═════ Working data
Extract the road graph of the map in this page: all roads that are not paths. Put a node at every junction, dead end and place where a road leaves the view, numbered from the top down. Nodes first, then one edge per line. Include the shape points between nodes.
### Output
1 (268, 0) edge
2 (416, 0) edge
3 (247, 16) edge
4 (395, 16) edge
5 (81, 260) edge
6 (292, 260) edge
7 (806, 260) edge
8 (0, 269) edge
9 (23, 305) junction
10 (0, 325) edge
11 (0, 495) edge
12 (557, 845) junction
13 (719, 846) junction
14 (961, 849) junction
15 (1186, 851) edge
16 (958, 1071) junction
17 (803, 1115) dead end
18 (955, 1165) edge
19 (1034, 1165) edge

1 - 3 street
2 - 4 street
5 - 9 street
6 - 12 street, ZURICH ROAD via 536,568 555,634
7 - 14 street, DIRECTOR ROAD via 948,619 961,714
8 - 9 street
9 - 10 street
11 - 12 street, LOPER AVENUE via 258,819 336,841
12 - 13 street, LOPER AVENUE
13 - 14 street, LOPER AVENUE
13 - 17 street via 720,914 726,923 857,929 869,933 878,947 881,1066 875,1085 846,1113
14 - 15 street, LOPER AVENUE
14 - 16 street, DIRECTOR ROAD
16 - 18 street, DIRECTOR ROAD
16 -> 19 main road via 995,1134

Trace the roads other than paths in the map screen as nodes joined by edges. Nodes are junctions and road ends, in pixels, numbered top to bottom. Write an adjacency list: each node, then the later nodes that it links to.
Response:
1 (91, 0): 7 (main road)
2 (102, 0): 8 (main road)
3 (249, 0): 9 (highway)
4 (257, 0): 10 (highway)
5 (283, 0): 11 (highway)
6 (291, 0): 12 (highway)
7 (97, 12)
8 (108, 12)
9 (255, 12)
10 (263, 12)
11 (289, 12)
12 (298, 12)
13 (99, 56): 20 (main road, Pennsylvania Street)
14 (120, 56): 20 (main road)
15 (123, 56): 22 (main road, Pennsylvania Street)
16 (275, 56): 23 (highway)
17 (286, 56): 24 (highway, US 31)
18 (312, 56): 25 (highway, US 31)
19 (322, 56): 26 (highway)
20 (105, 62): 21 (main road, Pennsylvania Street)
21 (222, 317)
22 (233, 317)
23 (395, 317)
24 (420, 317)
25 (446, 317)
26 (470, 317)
══════════
The reply should consist of the records, reproduced exactly.

Written solution:
Extract the road graph of the map in this page: all roads that are not paths. Put a node at every junction, dead end and place where a road leaves the view, numbered from the top down. Nodes first, then one edge per line. Include the shape points between nodes.
### Output
1 (268, 0) edge
2 (416, 0) edge
3 (247, 16) edge
4 (395, 16) edge
5 (81, 260) edge
6 (292, 260) edge
7 (806, 260) edge
8 (0, 269) edge
9 (23, 305) junction
10 (0, 325) edge
11 (0, 495) edge
12 (557, 845) junction
13 (719, 846) junction
14 (961, 849) junction
15 (1186, 851) edge
16 (958, 1071) junction
17 (803, 1115) dead end
18 (955, 1165) edge
19 (1034, 1165) edge

1 - 3 street
2 - 4 street
5 - 9 street
6 - 12 street, ZURICH ROAD via 536,568 555,634
7 - 14 street, DIRECTOR ROAD via 948,619 961,714
8 - 9 street
9 - 10 street
11 - 12 street, LOPER AVENUE via 258,819 336,841
12 - 13 street, LOPER AVENUE
13 - 14 street, LOPER AVENUE
13 - 17 street via 720,914 726,923 857,929 869,933 878,947 881,1066 875,1085 846,1113
14 - 15 street, LOPER AVENUE
14 - 16 street, DIRECTOR ROAD
16 - 18 street, DIRECTOR ROAD
16 -> 19 main road via 995,1134

Trace the roads other than paths in the map screen as nodes joined by edges. Nodes are junctions and road ends, in pixels, numbered top to bottom. Write an adjacency list: each node, then the later nodes that it links to.
Response:
1 (91, 0): 7 (main road)
2 (102, 0): 8 (main road)
3 (249, 0): 9 (highway)
4 (257, 0): 10 (highway)
5 (283, 0): 11 (highway)
6 (291, 0): 12 (highway)
7 (97, 12)
8 (108, 12)
9 (255, 12)
10 (263, 12)
11 (289, 12)
12 (298, 12)
13 (99, 56): 20 (main road, Pennsylvania Street)
14 (120, 56): 20 (main road)
15 (123, 56): 22 (main road, Pennsylvania Street)
16 (275, 56): 23 (highway)
17 (286, 56): 24 (highway, US 31)
18 (312, 56): 25 (highway, US 31)
19 (322, 56): 26 (highway)
20 (105, 62): 21 (main road, Pennsylvania Street)
21 (222, 317)
22 (233, 317)
23 (395, 317)
24 (420, 317)
25 (446, 317)
26 (470, 317)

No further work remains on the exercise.